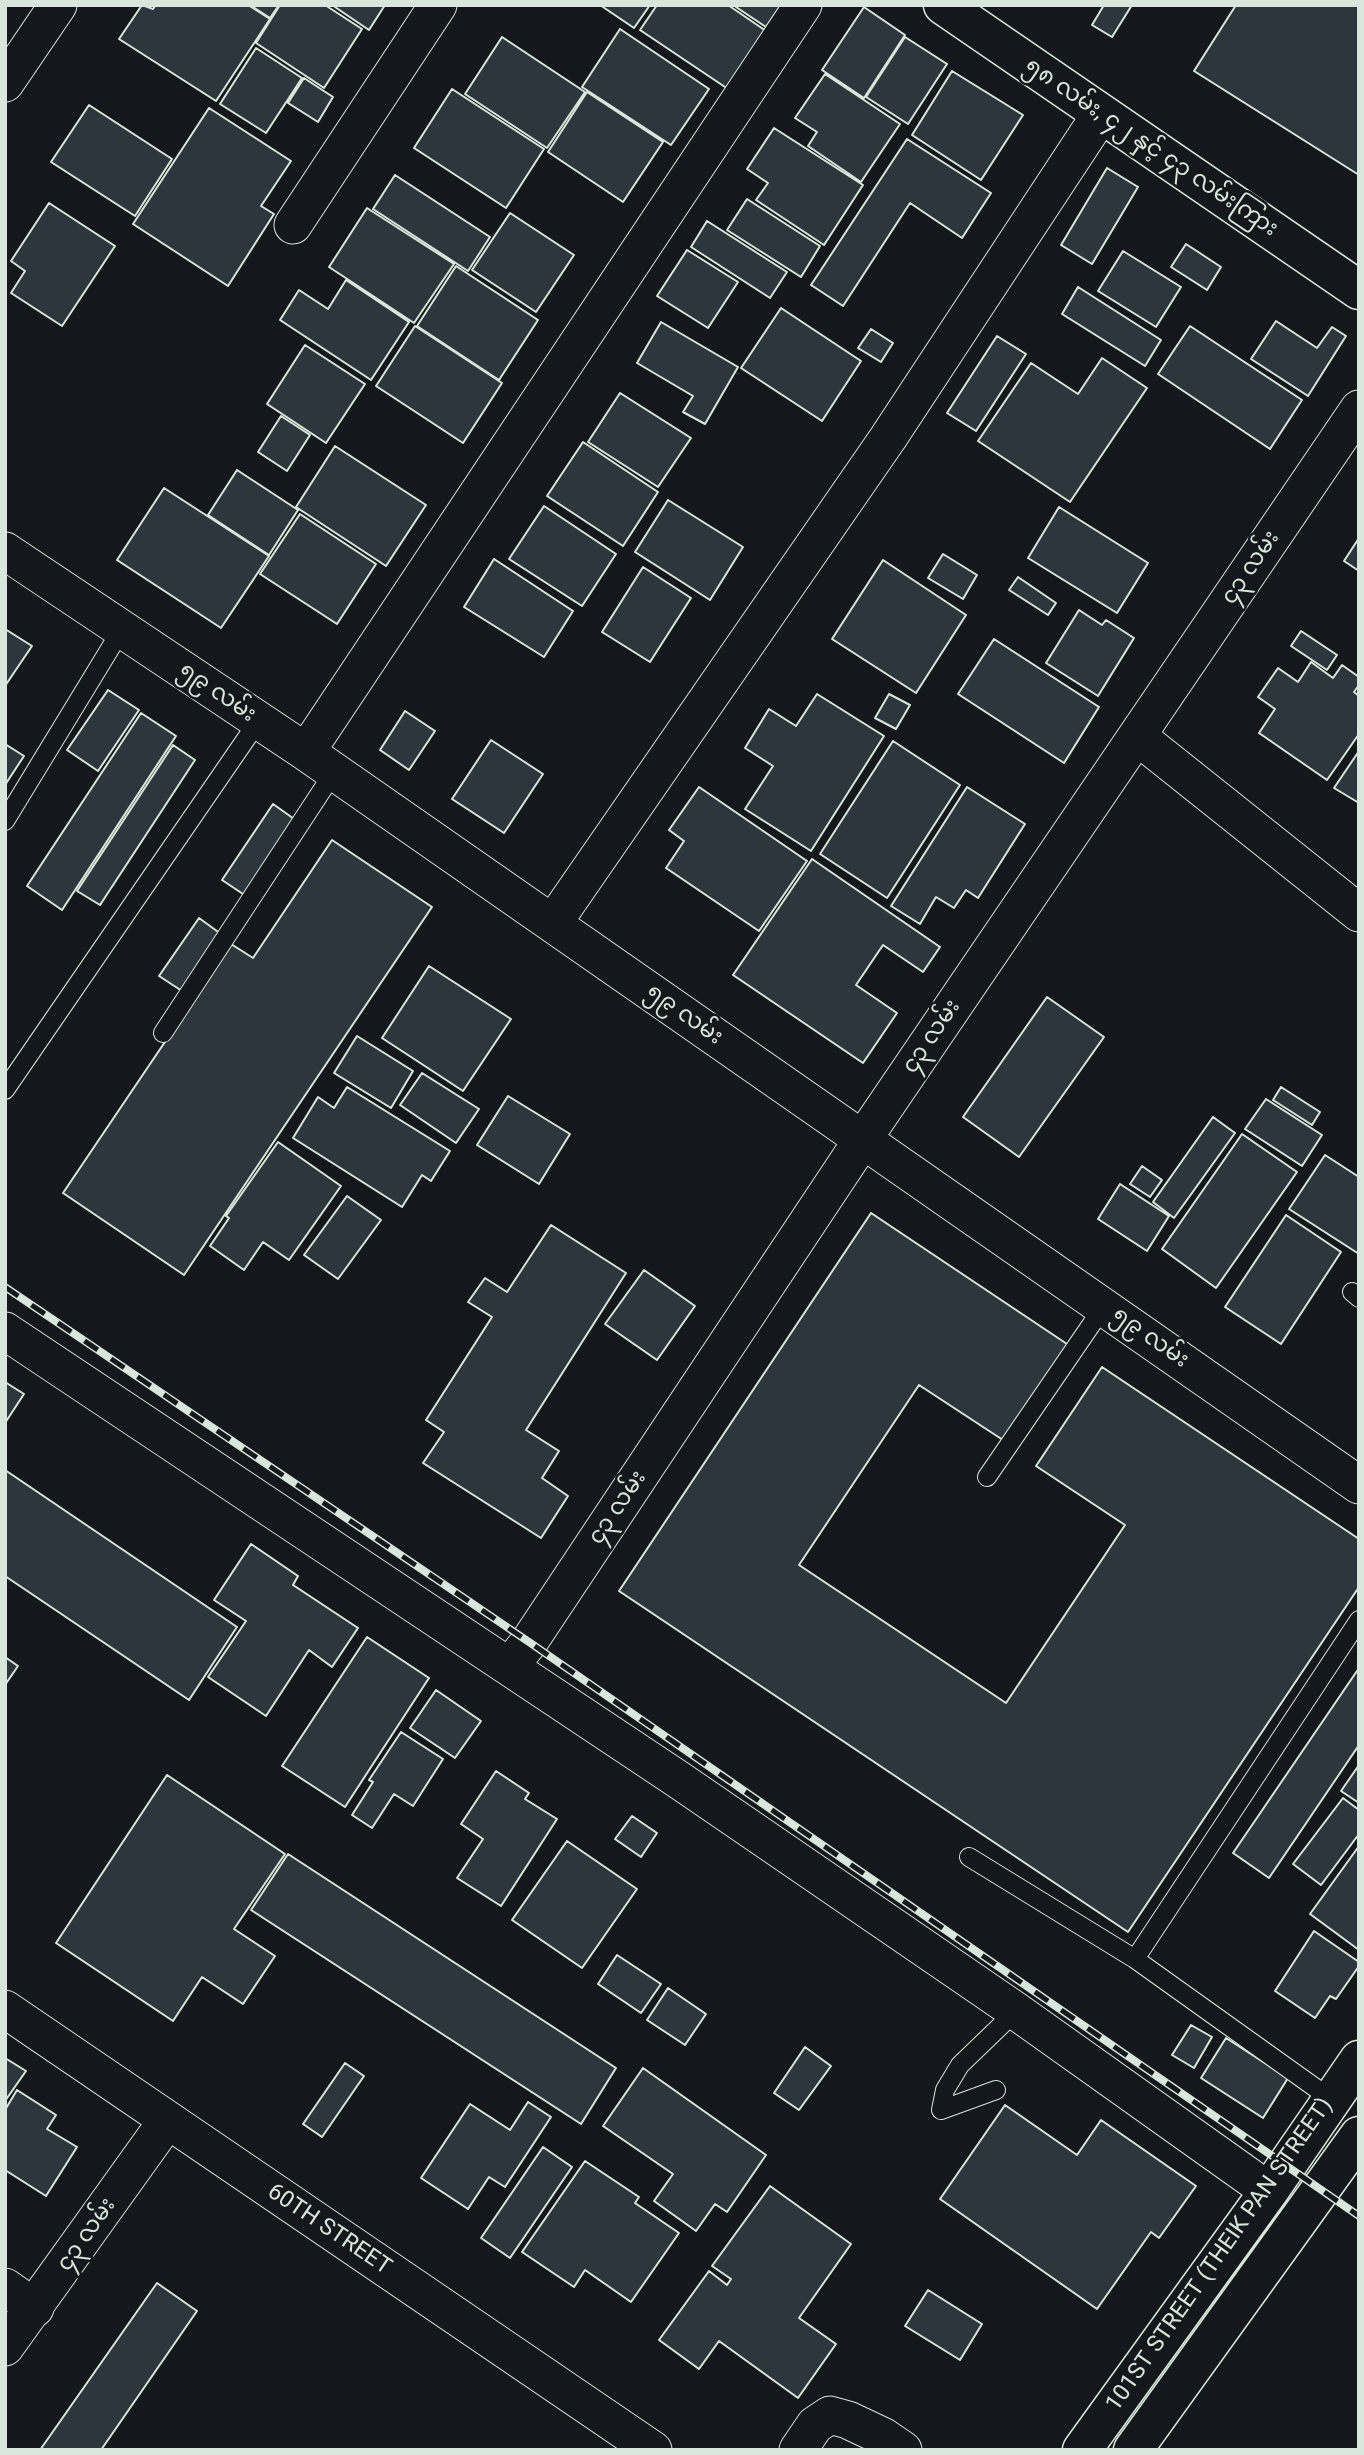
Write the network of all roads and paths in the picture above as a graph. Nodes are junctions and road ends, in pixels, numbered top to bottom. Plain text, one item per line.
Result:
1 (58, 5) edge
2 (438, 5) edge
3 (803, 5) edge
4 (943, 5) edge
5 (5, 83) edge
6 (1101, 114) junction
7 (293, 225) dead end
8 (1359, 290) edge
9 (1359, 409) edge
10 (5, 551) edge
11 (122, 629) junction
12 (259, 720) junction
13 (1137, 736) junction
14 (320, 762) junction
15 (5, 821) edge
16 (1359, 913) edge
17 (553, 923) junction
18 (163, 1033) dead end
19 (5, 1090) edge
20 (863, 1139) junction
21 (1104, 1306) junction
22 (5, 1331) edge
23 (987, 1477) dead end
24 (1359, 1485) edge
25 (1359, 1620) edge
26 (510, 1666) junction
27 (969, 1857) dead end
28 (1135, 1959) junction
29 (5, 2009) edge
30 (1016, 2011) junction
31 (1359, 2060) edge
32 (996, 2090) dead end
33 (1331, 2099) junction
34 (167, 2121) junction
35 (1354, 2152) edge
36 (1269, 2191) junction
37 (5, 2287) edge
38 (35, 2308) junction
39 (5, 2347) edge
40 (653, 2450) edge
41 (798, 2450) edge
42 (903, 2450) edge
43 (1082, 2450) edge
44 (1133, 2450) edge

1 - 5 street
2 - 7 street
3 - 14 street
4 - 6 main road, ၅၈ လမ်း, ၄၂ နှင့် ၄၃ လမ်းကြား
6 - 8 main road, ၅၈ လမ်း, ၄၂ နှင့် ၄၃ လမ်းကြား
6 - 17 street
9 - 13 street, ၄၃ လမ်း
10 - 11 street, ၅၉ လမ်း
11 - 12 street, ၅၉ လမ်း
11 - 15 lane
12 - 14 street, ၅၉ လမ်း
12 - 19 lane
13 - 16 street
13 - 20 street, ၄၃ လမ်း
14 - 17 street, ၅၉ လမ်း
14 - 18 lane
17 - 20 street, ၅၉ လမ်း
20 - 21 street, ၅၉ လမ်း
20 - 26 street, ၄၃ လမ်း
21 - 23 lane
21 - 24 street, ၅၉ လမ်း
22 - 26 street
25 - 28 lane
26 - 30 street
27 - 28 lane
28 - 33 lane
29 - 34 street, 60TH STREET
30 - 32 lane
30 - 36 street
31 - 33 main road, 101ST STREET (THEIK PAN STREET)
33 - 36 main road, 101ST STREET (THEIK PAN STREET)
34 - 38 street, ၄၃ လမ်း
34 - 40 street, 60TH STREET
35 - 44 main road, 101ST STREET (THEIK PAN STREET)
36 - 43 main road, 101ST STREET (THEIK PAN STREET)
37 - 38 street
38 - 39 street, ၄၃ လမ်း
41 - 42 street

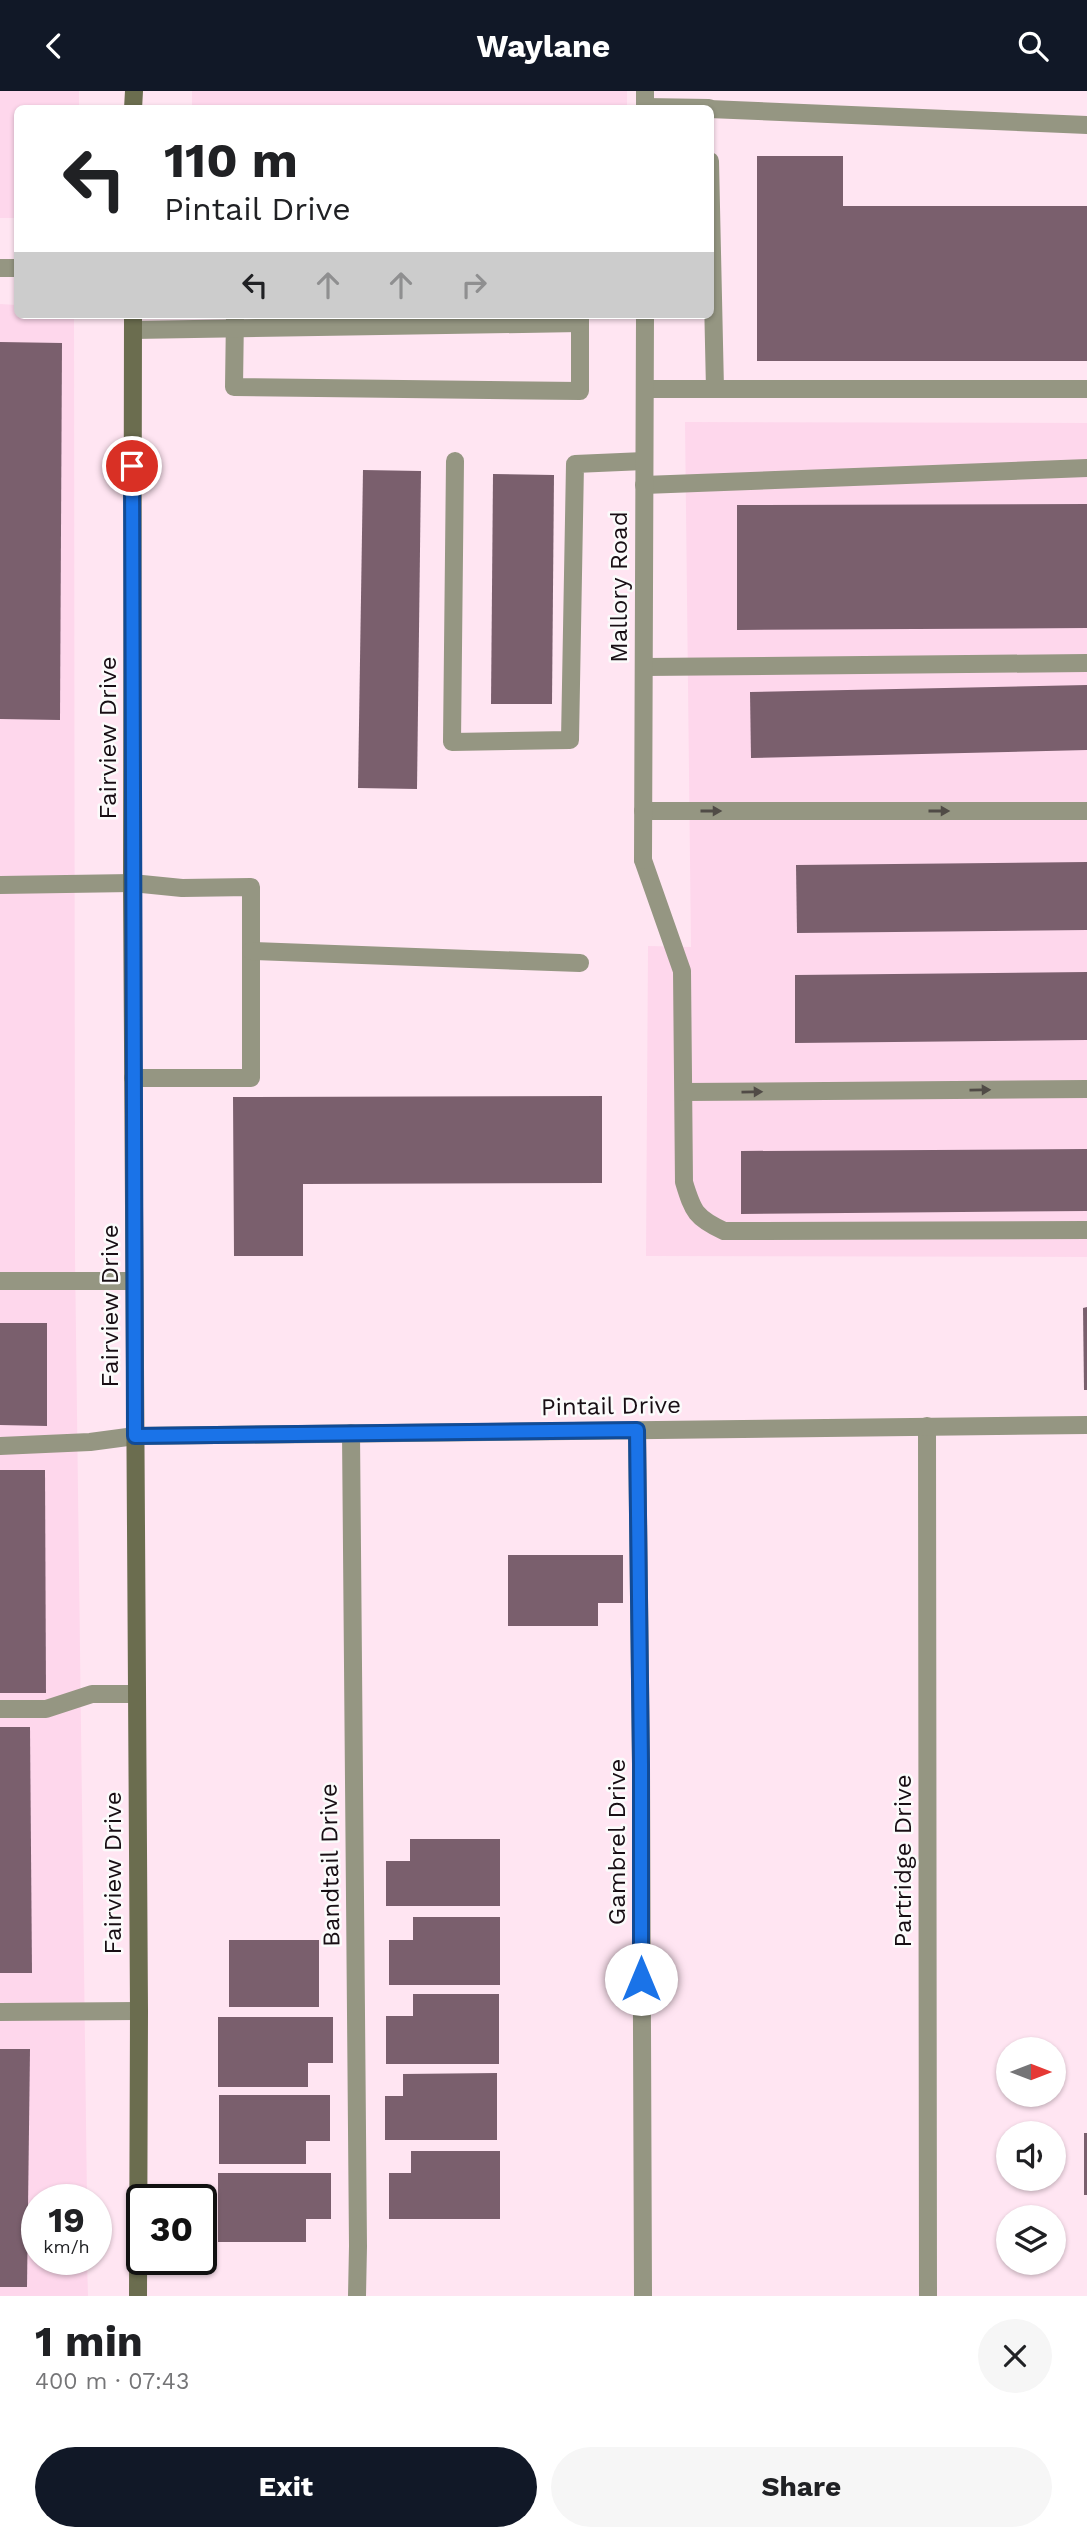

┄┄┄┄┄┄┄┄┄┄

◆ Work to complete
List all lines in the material containing the string "road".

◆ Reply
Write the network of all roads and paths in the picture above as a graph. Nodes are junctions and road ends, in pixels, numbered top to bottom. Plain text, one item per line.
4 - 6 main road, ၅၈ လမ်း, ၄၂ နှင့် ၄၃ လမ်းကြား
6 - 8 main road, ၅၈ လမ်း, ၄၂ နှင့် ၄၃ လမ်းကြား
31 - 33 main road, 101ST STREET (THEIK PAN STREET)
33 - 36 main road, 101ST STREET (THEIK PAN STREET)
35 - 44 main road, 101ST STREET (THEIK PAN STREET)
36 - 43 main road, 101ST STREET (THEIK PAN STREET)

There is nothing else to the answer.